Dear Wolsey, I agree with you about Mu Mu’s position on celibacy, which at best I could only describe as pious idealism.
However I think you are engaging in some counter-reformational meta-narrative of your own, surely! And what is it with this “privatisation of conscience” phraseology? Do you mean freeing it from regulation, or merely freeing it from some kind of collective ownership? Clearly, the concept of conscience requires some benchmark, but it is not at all clear that this must be wholly external, such as is implied by insisting that good conscience is that – and that only – which is formed in accordance with Church teaching. Conscience is nothing if it is not in some sense “privatised” or individual.
And I am not at all sure the sort of view that would see Luther as corrupting the concept of conscience can be upheld. In one of his Wittenburg sermons, circa 1524, to the community at Strassburg, he spoke of “good conscience in the Holy Spirit…if you rightly believe and have Christ so that he truly loves and reigns in you”. He goes on to say that “dissensions, sects and errors” among Christians “deprive consciences of…a comforting knowledge, lead to error and unconsciously turn the spirit from inward grace toward external things and works.” (E.G.Rupp, Benjamin Drewery, Martin Luther, 1970, p. 114).
This doesn’t sound like he was doing a demolition job on conscience, unless you assume the kind of position I alluded to above, and, as I said, that is a particular counter-reformational narrative operating. Some people criticise their opponents’ theological conclusions as evidence of “cherry-picking” or of “theology for profit” – in other words, “privatisation”.
However, it all depends on the root assumptions and emphasis, surely, and, in that sense, everyone does exactly the same. You only have to consider the not-so edifying spectacle of diverse groups all insisting on their conception of the Church or true Catholic teaching.
Only a sentimentalist would imagine that a priest and his wife could escape the eruptions decimating marriages in our eroticised culture.
To say the Church has made a mistake in her discipline of clerical celibacy is arrogance. It is certainly not good that most priests live alone in their presbyteries, so parishioners who invite Father to their homes for a meal are performing an act of charity.
I’m the great granddaughter of a priest
An Anglican priest.
Before everyone retreats behind the barricades and throws more snide comments at Mu Mu (though the ones about the Protestant Reformation are equally disturbing) I’d just like to say there is so much practical sense in what Mu Mu is saying.It is very difficult (though I would say not impossible) to sustain a healthy family life as well as a fully committed priestly life.This is something that is rarely if ever considered in discussions of priestly celibacy.The comparisons to various professions simply don’t hold.

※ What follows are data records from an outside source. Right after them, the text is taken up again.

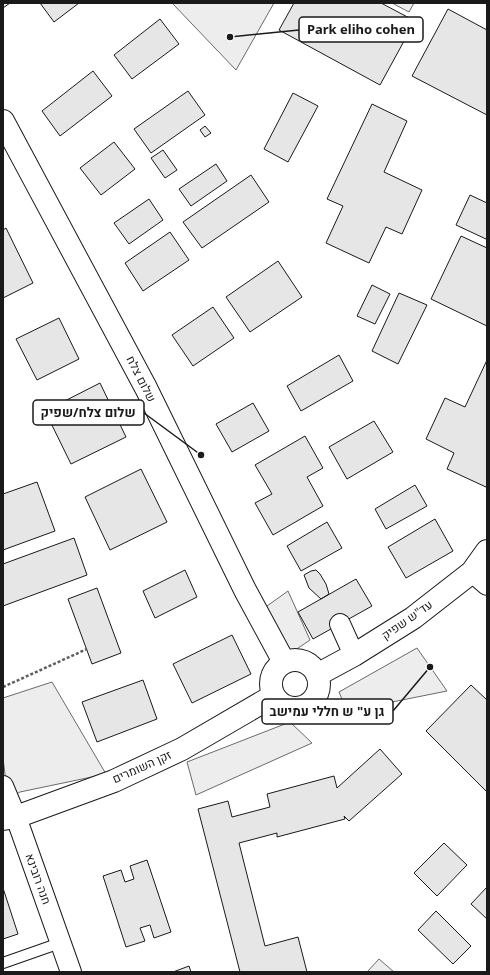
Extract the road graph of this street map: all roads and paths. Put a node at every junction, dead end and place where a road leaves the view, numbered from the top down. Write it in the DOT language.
graph roads {
  1 [pos="3,121"];
  2 [pos="487,551"];
  3 [pos="480,579"];
  4 [pos="340,624"];
  5 [pos="87,649"];
  6 [pos="354,655"];
  7 [pos="284,662"];
  8 [pos="317,676"];
  9 [pos="3,687"];
  10 [pos="273,696"];
  11 [pos="3,786"];
  12 [pos="9,818"];
  13 [pos="60,943"];
  14 [pos="3,963"];
  15 [pos="71,972"];
  1 -- 7 [label="street, שלום צלח"];
  2 -- 3 [label="street, עד\"ש שפיק"];
  3 -- 6 [label="street, עד\"ש שפיק"];
  4 -- 6 [label="street"];
  5 -- 9 [label="path"];
  6 -- 8 [label="street, עד\"ש שפיק"];
  7 -- 8 [label="street"];
  7 -- 10 [label="street"];
  8 -- 10 [label="street"];
  10 -- 12 [label="street, זקן השומרים"];
  11 -- 12 [label="street, חנה רובינא"];
  12 -- 13 [label="street, חנה רובינא"];
  13 -- 14 [label="lane"];
  13 -- 15 [label="street, חנה רובינא"];
}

In my great grandfather’s case his wife died quite young after bearing three children, one disabled, and (very unusually for late 19th century England) he did not remarry.QED.
It’s sad when practical commonsense is labelled sentimentality.

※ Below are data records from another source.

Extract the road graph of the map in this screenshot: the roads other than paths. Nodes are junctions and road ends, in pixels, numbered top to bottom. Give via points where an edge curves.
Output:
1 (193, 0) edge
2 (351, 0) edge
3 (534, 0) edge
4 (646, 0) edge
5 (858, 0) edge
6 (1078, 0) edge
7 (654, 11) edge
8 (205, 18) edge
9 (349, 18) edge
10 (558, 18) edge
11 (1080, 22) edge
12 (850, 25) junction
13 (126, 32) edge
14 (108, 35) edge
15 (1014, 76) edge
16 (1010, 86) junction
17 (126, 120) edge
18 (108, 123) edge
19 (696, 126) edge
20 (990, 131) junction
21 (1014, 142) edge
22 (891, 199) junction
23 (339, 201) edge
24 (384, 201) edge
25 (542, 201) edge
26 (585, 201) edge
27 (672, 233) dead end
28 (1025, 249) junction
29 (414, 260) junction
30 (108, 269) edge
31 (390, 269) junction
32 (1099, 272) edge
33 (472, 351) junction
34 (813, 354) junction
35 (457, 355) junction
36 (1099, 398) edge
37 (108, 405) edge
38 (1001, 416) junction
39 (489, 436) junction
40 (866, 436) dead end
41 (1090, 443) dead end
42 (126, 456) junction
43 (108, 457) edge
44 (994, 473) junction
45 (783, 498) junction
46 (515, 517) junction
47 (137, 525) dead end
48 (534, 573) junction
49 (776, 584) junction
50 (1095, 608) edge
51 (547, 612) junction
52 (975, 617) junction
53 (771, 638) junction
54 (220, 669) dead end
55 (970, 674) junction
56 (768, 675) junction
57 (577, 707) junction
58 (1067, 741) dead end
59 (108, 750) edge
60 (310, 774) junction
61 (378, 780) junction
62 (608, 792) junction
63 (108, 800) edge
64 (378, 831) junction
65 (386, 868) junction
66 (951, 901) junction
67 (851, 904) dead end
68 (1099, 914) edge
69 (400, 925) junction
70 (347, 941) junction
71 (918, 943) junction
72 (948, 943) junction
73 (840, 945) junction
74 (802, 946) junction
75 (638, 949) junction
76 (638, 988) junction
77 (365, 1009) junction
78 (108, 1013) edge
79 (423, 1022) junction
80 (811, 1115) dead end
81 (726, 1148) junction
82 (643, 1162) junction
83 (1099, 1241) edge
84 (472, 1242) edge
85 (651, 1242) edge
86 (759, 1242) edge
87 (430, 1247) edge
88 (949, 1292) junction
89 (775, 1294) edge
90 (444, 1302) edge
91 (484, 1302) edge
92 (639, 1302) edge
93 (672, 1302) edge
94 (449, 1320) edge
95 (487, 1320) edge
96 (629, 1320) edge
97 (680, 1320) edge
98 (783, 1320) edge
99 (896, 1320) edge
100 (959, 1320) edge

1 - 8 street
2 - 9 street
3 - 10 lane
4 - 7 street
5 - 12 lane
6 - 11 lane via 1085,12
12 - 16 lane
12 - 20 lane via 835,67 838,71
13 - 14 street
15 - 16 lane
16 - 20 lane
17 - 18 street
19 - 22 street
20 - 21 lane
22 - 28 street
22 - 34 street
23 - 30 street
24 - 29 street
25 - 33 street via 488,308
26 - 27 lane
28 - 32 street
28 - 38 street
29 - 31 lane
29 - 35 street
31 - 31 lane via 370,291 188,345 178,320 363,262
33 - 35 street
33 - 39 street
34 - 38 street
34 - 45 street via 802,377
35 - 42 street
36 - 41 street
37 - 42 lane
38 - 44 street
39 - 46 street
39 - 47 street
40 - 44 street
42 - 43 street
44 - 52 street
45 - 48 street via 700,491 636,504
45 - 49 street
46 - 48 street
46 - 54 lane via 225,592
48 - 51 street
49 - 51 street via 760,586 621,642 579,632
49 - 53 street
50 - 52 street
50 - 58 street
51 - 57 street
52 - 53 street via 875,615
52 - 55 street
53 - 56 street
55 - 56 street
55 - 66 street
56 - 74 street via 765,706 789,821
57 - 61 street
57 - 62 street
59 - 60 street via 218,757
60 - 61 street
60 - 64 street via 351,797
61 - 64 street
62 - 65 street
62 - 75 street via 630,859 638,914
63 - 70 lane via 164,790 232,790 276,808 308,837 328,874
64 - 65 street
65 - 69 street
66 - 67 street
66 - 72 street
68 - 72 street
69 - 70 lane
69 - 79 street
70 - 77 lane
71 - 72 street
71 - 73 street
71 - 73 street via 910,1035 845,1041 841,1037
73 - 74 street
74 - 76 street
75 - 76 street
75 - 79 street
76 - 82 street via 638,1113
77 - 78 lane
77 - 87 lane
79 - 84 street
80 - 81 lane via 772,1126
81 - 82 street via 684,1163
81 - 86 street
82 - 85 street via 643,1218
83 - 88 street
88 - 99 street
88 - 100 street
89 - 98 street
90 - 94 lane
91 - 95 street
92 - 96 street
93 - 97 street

I lived with four parish priests over a period of time. Two were alcoholics. Drunk almost every night of the week. One was a drunk. The other had major sexual hangups. They were all parish priests. One died overseas in a hotel. Tragic. But they were all very lonely men all the time. None could relate at all. They sank into their bottles and were tragic figures trapped into celibacy and resigned to never know or feel love. All scared of any emotion.
Live in a presbytery like that and it destroys you. They were lost men and no bishop helped them. When help was sought from one bishop he ignored the plea. So much for care of priests. Is it any wonder priests fall in love. In the Philippines how many priests have women lovers? In Africa and s america? One bishop in the latter had to go recently due to that.
Still a co ver up and swept under carpet.
Tragic and sad and not right.
Need to be communities of priests living together for support.